С трудом, дважды заблудившись в пути, добрались они до общежития. Балог все доказывал, как выгодно разводить уток, а Варью расхваливал кёбаньских девчонок.
Варью заснул сразу, но через несколько минут вдруг проснулся. И с изумлением обнаружил, что Балог кипятит чай на плитке. Варью долго смотрел на плитку, на Балога, потом спросил:
— Вы что это делаете, Балог?
— Чай кипячу.
— Чай, после вина?
— Печень у меня больная. Перед сном надо чай лечебный пить.
— И помогает?
— Помогает. Это — самая лучшая смесь. Александрийский лист, полынь, шандра, лимонная мята, корень белой мальвы, солодковый корень...
В нос Иштвану Варью ударил странный аромат закипающего чая.

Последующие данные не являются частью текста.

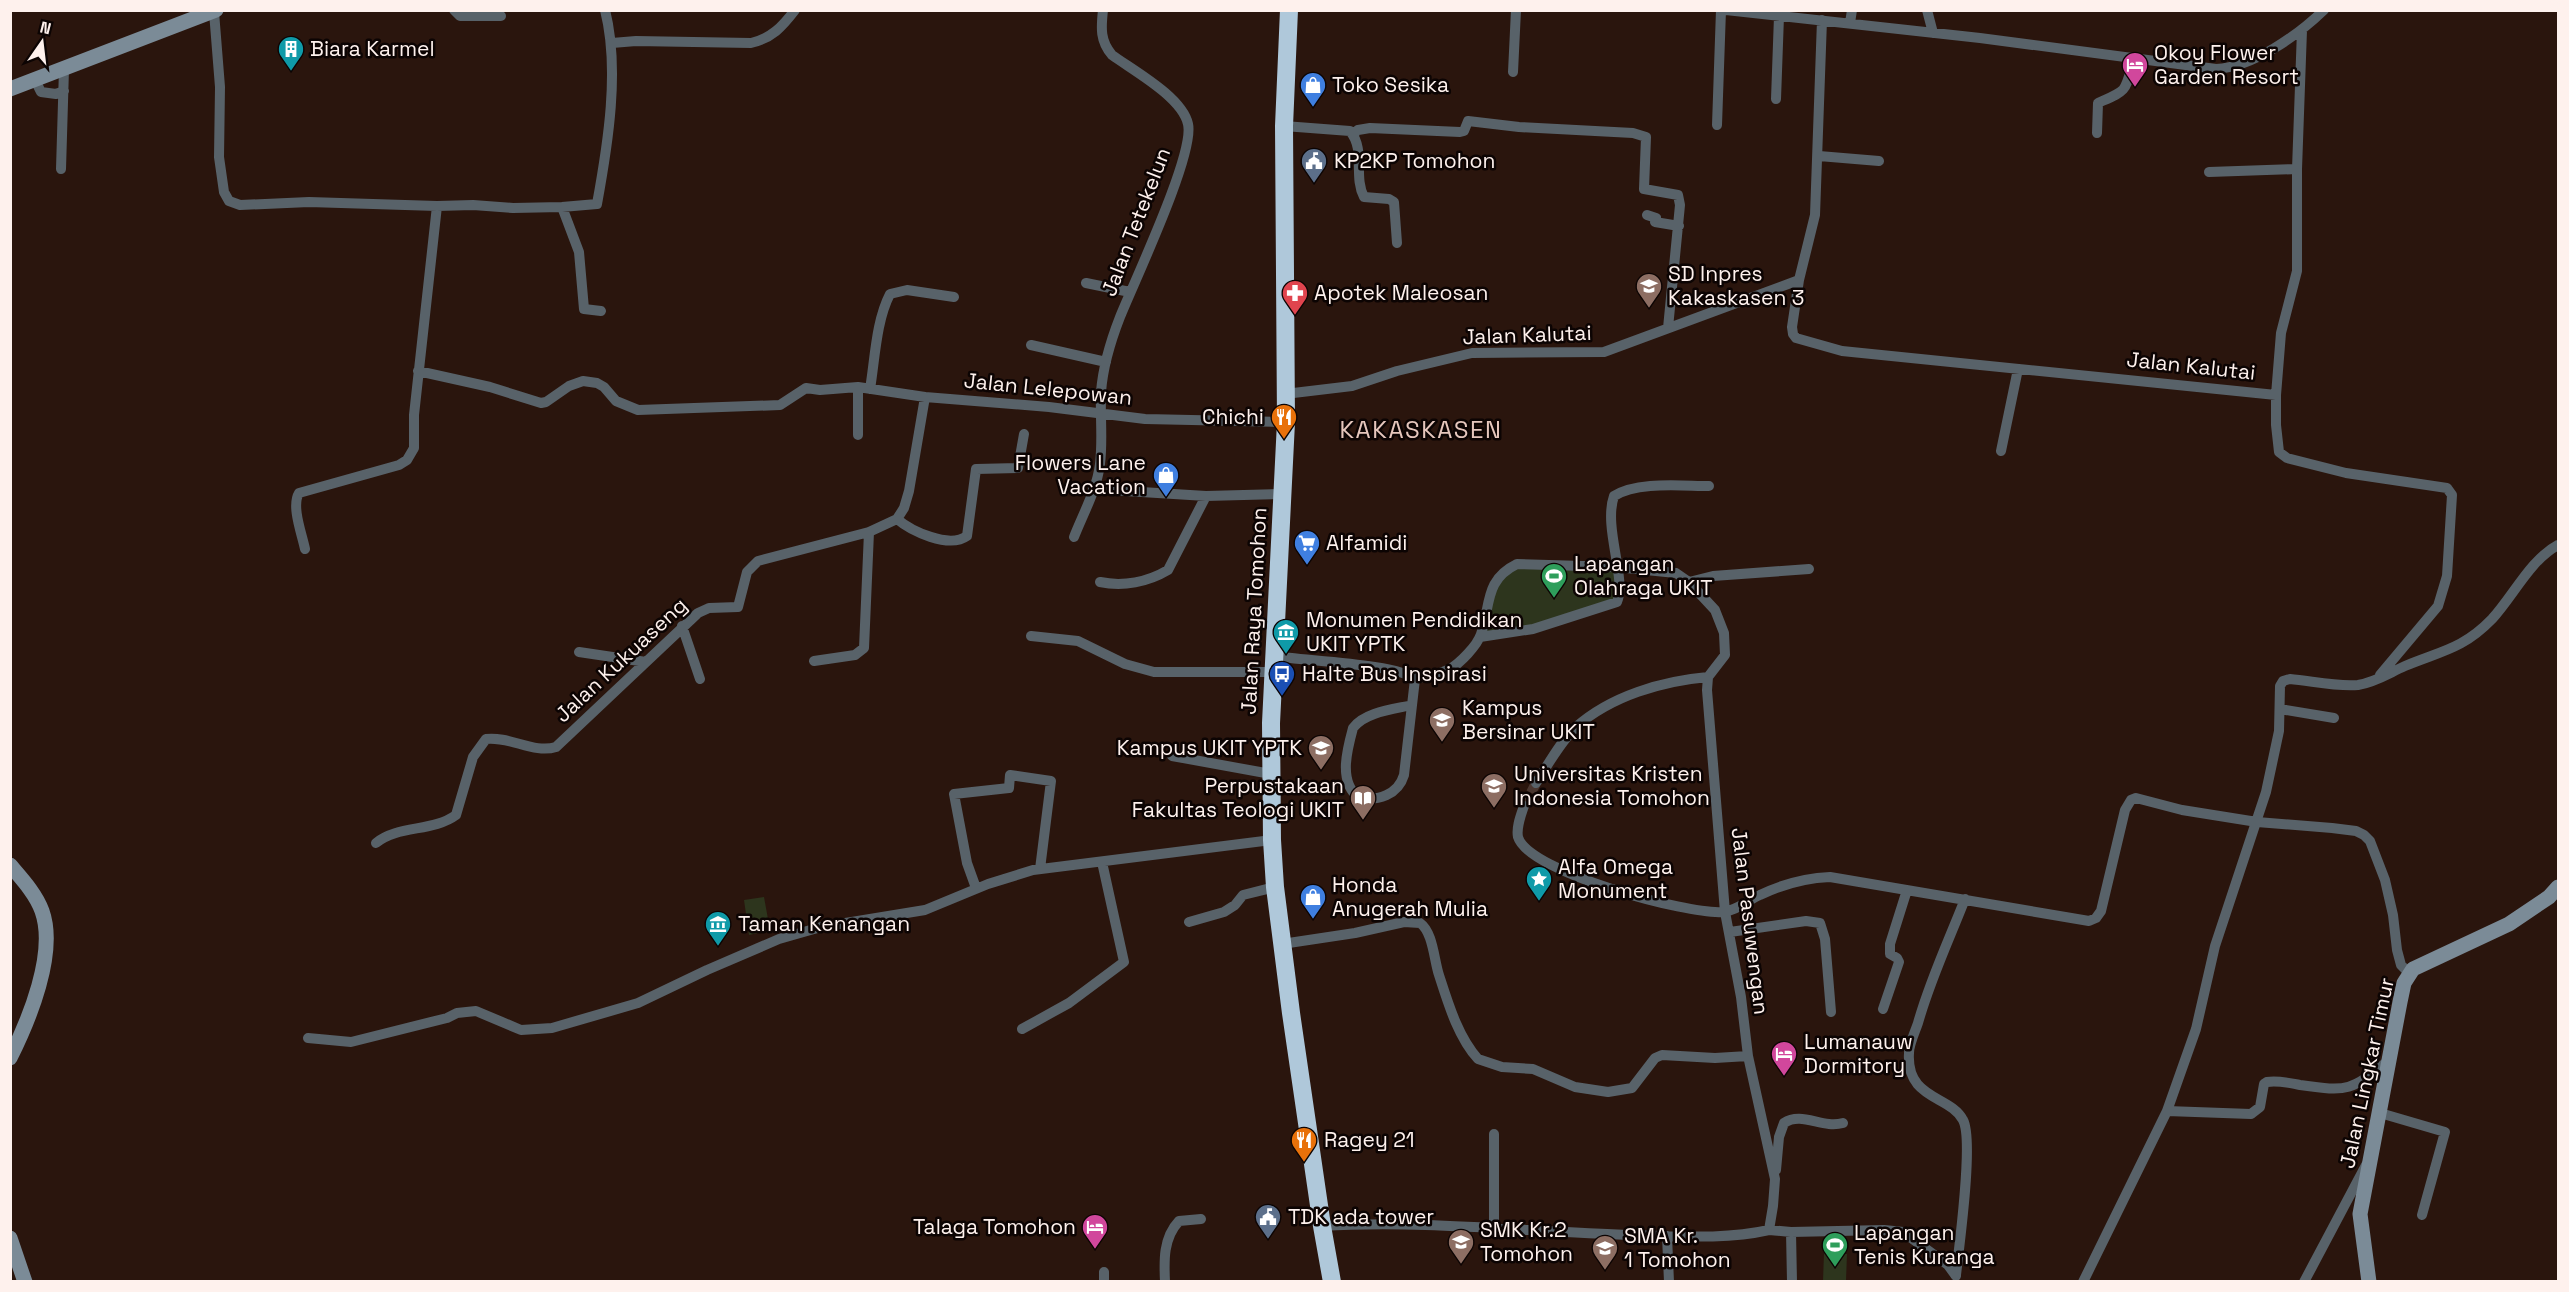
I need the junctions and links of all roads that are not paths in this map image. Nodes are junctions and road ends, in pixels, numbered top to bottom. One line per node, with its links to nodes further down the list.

Он принюхался — и неожиданно снова уснул, как провалился.
2
Неделя у Иштвана Варью выдалась труднаяя В субботу вечером он вылез из кабины «ЗИЛа» с одеревеневшими руками и ногами. Сунул в карман медную статуэтку и открытку, полученную из Марселя, взял под мышку магнитофон, бегло оглядел оставшиеся в кабине сокровища и захлопнул дверцу. Неспешными, усталыми шагами шел он к воротам комбината. За пять с половиной дней Варью проехала две тысячи километров. Где-то на тысячачетырехчсотом километре, между Чорной и Энеше, в утренний час, ему опять вспомнилась светловолосая девушка с мягкими, полными губами, девушка, которую он отказался везти в Боглар. Грудь ему стеснило какое-то странное беспокойство, смутное, неизвестно чем вызванное, словно вместе с утренней дымкой выползшее из глубины мокнущих под дождем кукурузных полей. Дымка постепенно, незаметно обволакивала машину, оседала на стекле и, просачиваясь внутрь, проникала Иштвану Варью в самую душу. У него вдруг появилось навязчивое ощущение, что, стоит ему свернуть сейчас с дороги к Коню или влево, к Белому озеру, и он обязательно встретит девушку. Он ясно, до галлюцинаций, видел, как она стоит, ловя машину, где-нибудь возле магазинчика или придорожной корчмы, и, когда он, Варью, останавливает возле нее «ЗИЛ», она просто, без лишних слов, садится в кабину.